Specific, reversible G1 arrest by UCN-01 in vivo provides cytostatic protection of normal cells against cytotoxic chemotherapy in breast cancer
Menée à l'aide de xénogreffes de cancer mammaire sur un modèle murin, cette étude met en évidence un mécanisme par lequel UCN-01 (un inhibiteur de protéines kinases), en arrêtant de manière réversible et spécifique la phase G1 du cycle cellulaire, protège les cellules normales des effets toxiques des chimiothérapies sans compromettre l'efficacité de ces dernières
Background : Low-dose UCN-01 mediates G1 arrest in normal proliferating cell lines with an intact G1 to S transition but not tumour cells with a deregulated G1 to S checkpoint. Here we hypothesised that UCN-01 is effective in mediating a selective, reversible G1 arrest of normal proliferating cells, resulting in decreased chemotoxicity, improved tolerance and enhanced chemotherapeutic efficacy in vivo in both non-tumour-bearing mice and in breast cancer cell line xenograft models.

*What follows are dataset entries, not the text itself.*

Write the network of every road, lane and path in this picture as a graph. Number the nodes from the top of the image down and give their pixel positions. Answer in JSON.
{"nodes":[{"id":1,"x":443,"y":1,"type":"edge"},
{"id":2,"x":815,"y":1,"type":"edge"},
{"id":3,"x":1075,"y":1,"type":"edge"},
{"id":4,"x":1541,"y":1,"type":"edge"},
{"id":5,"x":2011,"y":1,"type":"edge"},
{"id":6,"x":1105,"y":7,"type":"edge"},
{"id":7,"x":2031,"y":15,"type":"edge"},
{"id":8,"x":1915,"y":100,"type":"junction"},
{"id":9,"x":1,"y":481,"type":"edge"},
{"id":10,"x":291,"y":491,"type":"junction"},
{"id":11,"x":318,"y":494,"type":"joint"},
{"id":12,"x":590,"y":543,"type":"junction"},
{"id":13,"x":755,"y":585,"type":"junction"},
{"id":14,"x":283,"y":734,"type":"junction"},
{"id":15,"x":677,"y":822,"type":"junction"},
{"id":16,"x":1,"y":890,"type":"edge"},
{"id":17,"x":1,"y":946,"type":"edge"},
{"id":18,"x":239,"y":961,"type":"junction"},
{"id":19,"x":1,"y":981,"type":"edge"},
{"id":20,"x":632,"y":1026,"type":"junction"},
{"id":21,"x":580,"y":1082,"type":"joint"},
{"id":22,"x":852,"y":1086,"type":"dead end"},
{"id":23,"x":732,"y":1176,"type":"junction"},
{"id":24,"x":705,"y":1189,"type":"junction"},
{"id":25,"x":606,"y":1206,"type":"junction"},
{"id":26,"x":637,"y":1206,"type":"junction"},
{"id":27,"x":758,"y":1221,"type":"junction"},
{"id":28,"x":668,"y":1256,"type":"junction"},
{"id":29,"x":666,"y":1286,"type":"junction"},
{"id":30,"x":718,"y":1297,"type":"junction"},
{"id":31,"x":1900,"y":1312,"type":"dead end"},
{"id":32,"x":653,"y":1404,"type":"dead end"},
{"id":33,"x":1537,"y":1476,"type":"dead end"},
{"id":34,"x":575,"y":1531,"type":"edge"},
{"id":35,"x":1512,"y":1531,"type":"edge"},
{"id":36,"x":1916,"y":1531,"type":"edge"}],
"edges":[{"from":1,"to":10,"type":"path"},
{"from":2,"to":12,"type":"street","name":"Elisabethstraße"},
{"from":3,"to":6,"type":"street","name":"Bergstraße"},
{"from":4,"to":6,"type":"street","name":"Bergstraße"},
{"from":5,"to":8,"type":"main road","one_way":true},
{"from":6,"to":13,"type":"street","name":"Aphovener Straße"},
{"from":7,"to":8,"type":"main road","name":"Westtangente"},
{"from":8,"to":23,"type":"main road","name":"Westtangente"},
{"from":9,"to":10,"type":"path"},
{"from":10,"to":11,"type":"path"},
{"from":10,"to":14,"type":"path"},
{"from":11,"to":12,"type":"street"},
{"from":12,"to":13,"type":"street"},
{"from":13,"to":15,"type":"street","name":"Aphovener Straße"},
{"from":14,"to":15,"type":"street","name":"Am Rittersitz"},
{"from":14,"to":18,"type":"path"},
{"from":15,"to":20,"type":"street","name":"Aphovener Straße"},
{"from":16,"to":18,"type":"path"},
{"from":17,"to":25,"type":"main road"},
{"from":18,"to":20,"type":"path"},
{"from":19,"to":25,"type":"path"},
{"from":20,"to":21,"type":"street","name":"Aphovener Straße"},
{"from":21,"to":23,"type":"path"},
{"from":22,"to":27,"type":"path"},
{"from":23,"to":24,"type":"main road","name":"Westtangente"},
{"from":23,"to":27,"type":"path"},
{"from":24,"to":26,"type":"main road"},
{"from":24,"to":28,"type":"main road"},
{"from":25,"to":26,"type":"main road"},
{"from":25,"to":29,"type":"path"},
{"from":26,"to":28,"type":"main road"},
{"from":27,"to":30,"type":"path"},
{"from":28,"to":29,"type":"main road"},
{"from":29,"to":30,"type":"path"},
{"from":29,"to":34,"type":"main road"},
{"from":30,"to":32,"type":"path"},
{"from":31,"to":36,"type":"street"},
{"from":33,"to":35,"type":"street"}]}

Methods : Murine small bowel epithelium was used to examine the kinetics and mechanism of low-dose UCN-01-mediated arrest of normal proliferating cells and if it can protect tumour-bearing mice (MDA-MB-468 xenografts) against the toxic effects of chemotherapy (5-fluorouricil (5-FU)) allowing for its full therapeutic activity. Results : UCN-01 causes significant, reversible arrest of normal gut epithelial cells at 24 h; this arrest persists for up to 7 days. Normal cellular proliferation returns by 2 weeks. Pre-treatment of both non-tumour-bearing and MDA-MB-468 tumour-bearing mice with UCN-01 prior to bolus 5-FU (450 mg/kg) yielded enhanced therapeutic efficacy with significantly decreased tumour volumes and increased survival. Conclusions : UCN-01 mediates a specific, reversible G1 arrest of normal cells in vivo and provides a cytoprotective strategy that decreases toxicity of cytotoxic chemotherapy without compromising efficacy.